One of the big benefits of purslane to most vegetable crops is that its succulent stems and leaves grow in a fairly thick mat that act as a ground cover to help hold in moisture for the vegetable crops that are sprouting up through it and around it.

Who should not eat purslane? ›

The plant is nutritious and generally considered safe for human consumption. Due its content of oxalic acid, purslane should not be consumed by people with kidney disease or that have high uric acid (Gardner and McGuffin, 2012; Berdonces, 2009; Duke et al., 2009).

What is the best way to eat purslane? ›

Young leaves and fresh stalks are best when eaten raw. The flavour is sometimes sour and sometimes salty, and the leaves and stems have a juicy texture. Older stalks can be cooked in pies and stir-fries, holding their shape and retaining a crunchy consistency.

Can I eat purslane from my yard? ›

You can even pickle purslane for a bright, peppery flavor. If you do decide to eat purslane from your yard or garden, wash it very well first. Avoid using pesticides and herbicides in your yard before you harvest the succulent leaves of this tasty weed.

What are the side effects of purslane? ›

Side Effects. Only a few studies have assessed the potential side effects of purslane. It has been reported that purslane contains high levels of oxalate, which can lead to hyperoxaluria and an increased risk of calcium oxalate crystals and kidney stones [57].

Is purslane good for arthritis? ›

This suggests a potential protective role of purslane against arthritis associated with obesity, likely attributed to its lipolytic capacity and anti-inflammatory properties.

Can you eat too much purslane? ›

One note of caution, however: Because, like spinach or sorrel, purslane contains high amounts of oxalates, you should not eat too much at a time, and people who have kidney stones or other kidney problems should probably avoid it.

Is purslane anti-inflammatory? ›

(PO) or Purslane is an annual grassy plant that is distributed in many parts of the world, especially the tropical and subtropical areas. PO has some pharmacological properties such as analgesic, antibacterial, skeletal muscle-relaxant, wound-healing, anti- inflammatory and a radical scavenger.

Does purslane lower blood pressure? ›

A small clinical study found that people who ate purslane seeds ended up with a lower body mass index, lower serum triglyceride levels, and lower blood pressure than a control group.

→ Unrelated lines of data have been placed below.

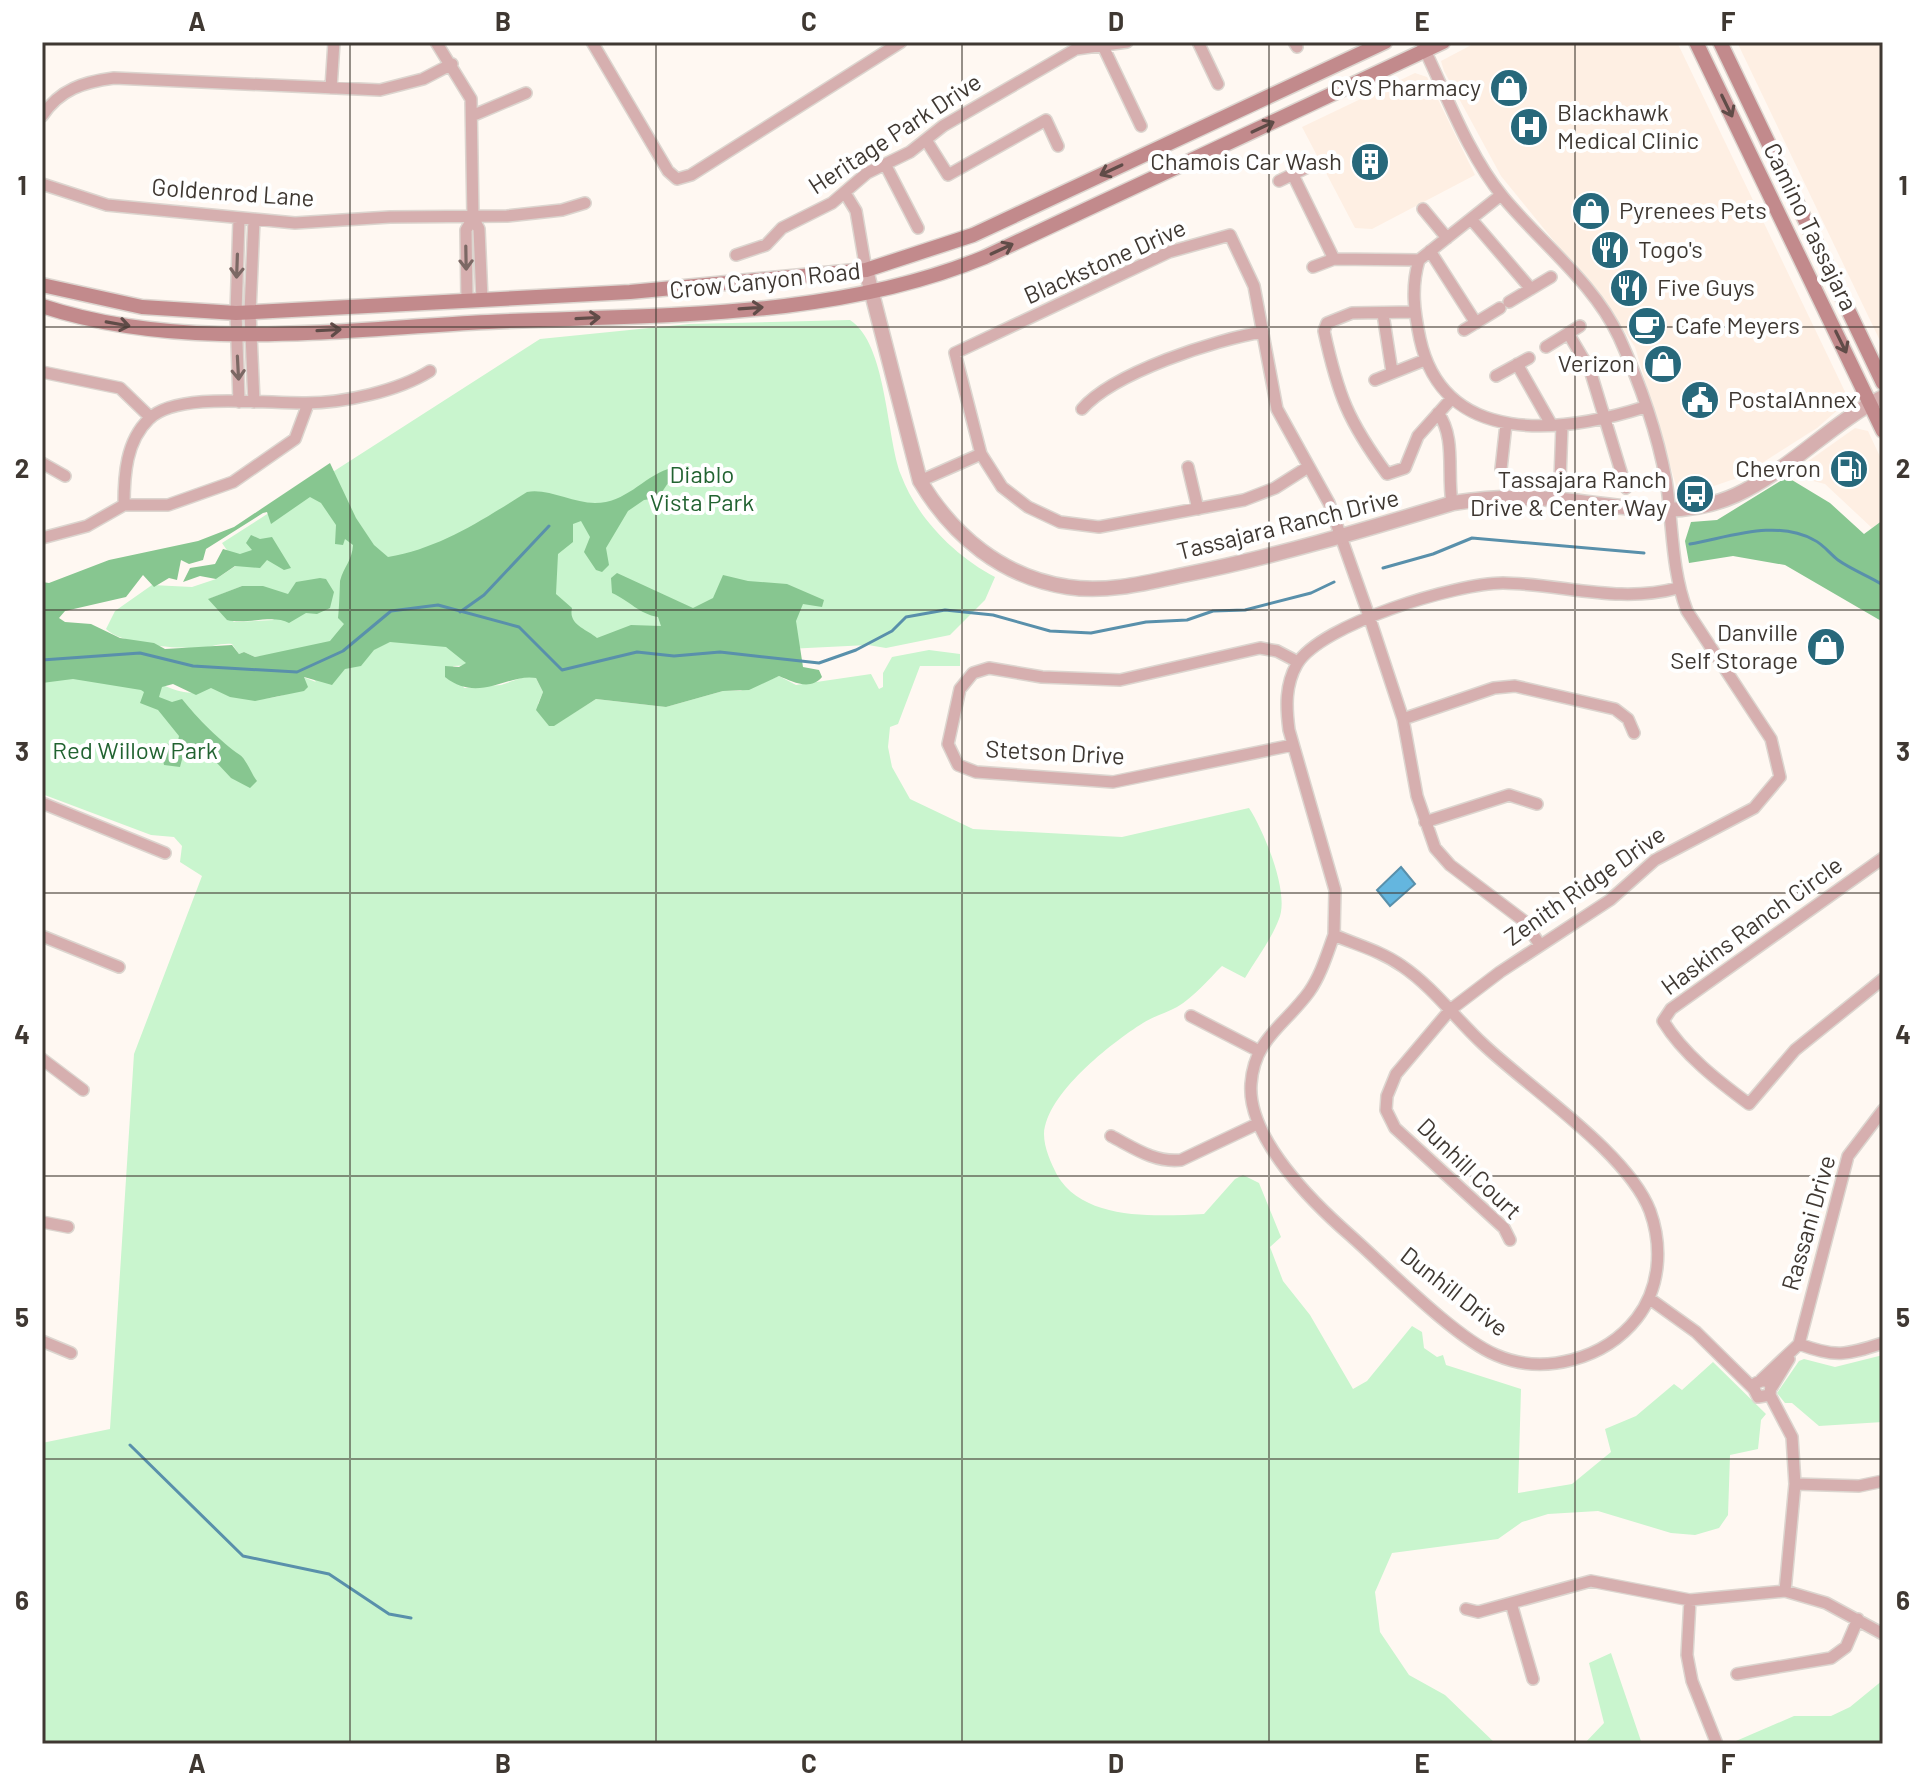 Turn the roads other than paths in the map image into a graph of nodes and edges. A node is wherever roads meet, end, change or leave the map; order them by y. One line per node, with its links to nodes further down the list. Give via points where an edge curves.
1 (334, 42): 15 (street)
2 (436, 42): 13 (street)
3 (592, 42): 4 (street, via 677,179)
4 (901, 42)
5 (1127, 42): 11 (street, Heritage Park Drive)
6 (1198, 42): 14 (street)
7 (1385, 42): 42 (main road, Crow Canyon Road, one-way to 42, via 973,235)
8 (1443, 42): 12 (main road, Crow Canyon Road)
9 (1696, 42): 69 (main road, Camino Tassajara, one-way to 69)
10 (1720, 42): 67 (main road, Camino Tassajara)
11 (1101, 43): 19 (street); 20 (street, Heritage Park Drive, via 1076,49)
12 (1423, 46): 28 (street, Zenith Ridge Drive, via 1479,162); 46 (main road, Crow Canyon Road, one-way to 12, via 985,257)
13 (452, 64): 15 (street, via 395,87); 17 (street)
14 (1218, 84)
15 (331, 88): 18 (street, via 114,78 78,85 57,97)
16 (526, 93): 17 (street)
17 (474, 115): 31 (street)
18 (42, 116)
19 (1141, 126)
20 (926, 140): 21 (street, via 948,175 1046,120); 22 (street, Heritage Park Drive)
21 (1058, 146)
22 (886, 166): 27 (street, Heritage Park Drive, via 855,181); 35 (street)
23 (1310, 166): 24 (street)
24 (1293, 175): 25 (street); 39 (street)
25 (1279, 181)
26 (42, 184): 32 (street, Goldenrod Lane, via 107,205)
27 (845, 193): 38 (street, Heritage Park Drive, via 782,228 756,251); 42 (street, via 856,211)
28 (1501, 195): 33 (street); 73 (street, Zenith Ridge Drive, via 1603,311 1617,333)
29 (585, 203): 31 (street, Goldenrod Lane)
30 (1423, 209): 36 (street)
31 (473, 218): 34 (street, Goldenrod Lane); 47 (street, via 479,229)
32 (239, 219): 34 (street, Goldenrod Lane); 49 (street, one-way to 49)
33 (1471, 219): 36 (street); 45 (street)
34 (254, 220): 49 (street)
35 (918, 228)
36 (1447, 238): 37 (street)
37 (1430, 251): 40 (street); 52 (street)
38 (736, 255)
39 (1334, 259): 40 (street); 41 (street)
40 (1419, 260): 50 (street)
41 (1313, 267)
42 (866, 270): 46 (street, Tassajara Ranch Drive); 47 (main road, Crow Canyon Road, via 744,284)
43 (1551, 277): 45 (street)
44 (42, 285): 49 (main road, Crow Canyon Road, via 142,307)
45 (1531, 289): 52 (street)
46 (871, 292): 57 (main road, Crow Canyon Road, one-way to 46, via 765,308); 88 (street, Tassajara Ranch Drive)
47 (474, 301): 49 (main road, Crow Canyon Road)
48 (42, 306): 57 (main road, Crow Canyon Road, one-way to 57, via 143,328)
49 (243, 312): 57 (street)
50 (1415, 312): 51 (street); 60 (street)
51 (1383, 314): 64 (street); 75 (street, via 1337,317 1324,331 1335,382 1355,430 1387,474 1395,474 1405,468 1418,436)
52 (1476, 323): 54 (street)
53 (1580, 326): 56 (street)
54 (1464, 330)
55 (1263, 332): 74 (street, via 1204,344 1100,392); 81 (street, Blackstone Drive, via 1254,286 1230,235 1169,252 955,353); 84 (street, Blackstone Drive, via 1277,409)
56 (1568, 333): 58 (street); 77 (street, via 1590,370)
57 (244, 334): 70 (street, one-way to 70); 71 (street)
58 (1546, 347)
59 (1529, 358): 61 (street)
60 (1425, 360): 64 (street); 68 (street)
61 (1517, 364): 65 (street); 79 (street)
62 (430, 371): 72 (street, via 414,381)
63 (42, 372): 76 (street, via 120,388)
64 (1392, 372): 66 (street)
65 (1496, 376)
66 (1375, 380)
67 (1883, 383)
68 (1452, 398): 75 (street); 78 (street)
69 (1877, 400): 80 (main road, Camino Tassajara); 93 (street, Tassajara Ranch Drive, via 1736,495)
70 (239, 402): 71 (street); 76 (street, via 186,405)
71 (254, 402): 72 (street)
72 (308, 404): 91 (street, via 295,439 233,482 168,505)
73 (1645, 407): 77 (street); 93 (street, Zenith Ridge Drive)
74 (1082, 409)
75 (1438, 413): 90 (street, via 1450,435)
76 (150, 417): 91 (street, via 129,453)
77 (1606, 420): 79 (street); 89 (street)
78 (1506, 424): 79 (street); 85 (street)
79 (1556, 424): 87 (street)
80 (1883, 431)
81 (981, 454): 88 (street); 92 (street, Blackstone Drive, via 1002,487 1060,522 1099,527)
82 (42, 463): 86 (street)
83 (1188, 467): 92 (street)
84 (1308, 467): 92 (street, Blackstone Drive, via 1244,500); 94 (street, Blackstone Drive)
85 (1501, 469)
86 (65, 476)
87 (1560, 480)
88 (920, 481): 94 (street, Tassajara Ranch Drive, via 950,524 1000,565 1070,588 1137,584 1266,557)
89 (1626, 488)
90 (1452, 503): 93 (street, Tassajara Ranch Drive, via 1531,497); 94 (street, Tassajara Ranch Drive)
91 (124, 505): 95 (street, via 87,526)
92 (1198, 509)
93 (1669, 511): 96 (street, Zenith Ridge Drive)
94 (1340, 535): 97 (street, Blackstone Drive)
95 (42, 538)
96 (1678, 588): 97 (street, via 1630,597 1501,583); 109 (street, Zenith Ridge Drive, via 1687,611 1771,739 1780,777 1754,808 1655,860 1610,900)
97 (1369, 616): 98 (street, via 1316,643); 99 (street, Blackstone Drive)
98 (1298, 662): 101 (street, via 1286,707); 101 (street, Stetson Drive, via 1260,648 1120,680 1042,677 989,668 973,673 960,689 948,744 958,765 976,772 1113,782)
99 (1403, 719): 100 (street, via 1494,688 1515,686 1615,709); 104 (street, Blackstone Drive)
100 (1634, 733)
101 (1293, 745): 107 (street, via 1335,890)
102 (42, 803): 105 (street)
103 (1537, 804): 104 (street, via 1509,795)
104 (1425, 822): 109 (street, Blackstone Drive, via 1435,848 1450,865 1524,921)
105 (165, 853)
106 (1883, 858): 111 (street, Haskins Ranch Circle, via 1671,1009 1663,1021 1706,1070 1749,1104 1795,1050)
107 (1334, 935): 112 (street, Dunhill Drive, via 1385,955); 114 (street, via 1308,992)
108 (42, 936): 110 (street)
109 (1540, 945): 112 (street, Zenith Ridge Drive)
110 (119, 967)
111 (1883, 979)
112 (1450, 1010): 122 (street, Dunhill Court, via 1396,1074 1386,1110 1395,1128 1504,1228); 123 (street, Dunhill Drive, via 1633,1183 1656,1229 1658,1256)
113 (1191, 1016): 114 (street)
114 (1257, 1050): 118 (street, Dunhill Drive, via 1250,1086)
115 (42, 1059): 116 (street)
116 (83, 1090)
117 (1883, 1110): 126 (street, Rassani Drive, via 1848,1156)
118 (1257, 1124): 119 (street, via 1181,1160 1145,1155); 123 (street, Dunhill Drive, via 1328,1216 1453,1326 1495,1355 1536,1364 1587,1356 1627,1330)
119 (1111, 1136)
120 (42, 1222): 121 (street)
121 (68, 1227)
122 (1510, 1240)
123 (1650, 1299): 128 (street)
124 (42, 1341): 127 (street)
125 (1883, 1343): 126 (street, via 1829,1356)
126 (1799, 1344): 128 (street, Rassani Drive)
127 (71, 1353)
128 (1763, 1388): 130 (street, via 1792,1437)
129 (1883, 1481): 130 (street, via 1859,1486)
130 (1795, 1484): 131 (street)
131 (1785, 1591): 132 (street); 135 (street)
132 (1690, 1600): 133 (street, via 1591,1581); 139 (street, via 1687,1655)
133 (1511, 1603): 134 (street, via 1478,1612); 138 (street)
134 (1466, 1609)
135 (1858, 1619): 136 (street); 137 (street, via 1846,1647 1831,1658)
136 (1883, 1634)
137 (1737, 1674)
138 (1533, 1679)
139 (1717, 1744)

What does purslane tell you about your soil? ›

Purslane (Portulaca oleracea) thrives in disturbed, highly fertile soils. Equisetum arvense) Grows in poorly drained soils and may indicate acidic soil. Broadleaf plantain (Plantago major) grows in soil that may be slightly acidic, but is probably disturbed, well-drained and lacking in nutrients.

Can you eat purslane leaves raw? ›

Purslane is a green, leafy vegetable that can be eaten raw or cooked. It is known scientifically as Portulaca oleracea, and is also called pigweed, little hogweed, fatweed and pusley.

Is purslane better raw or cooked? ›

To prepare purslane cooked, steam or sauté the greens and serve as a side dish or incorporate into a dish as you would wilted spinach or arugula. To get the most out of purslane's nutritional content, it is best to mix it up and eat it both raw and cooked.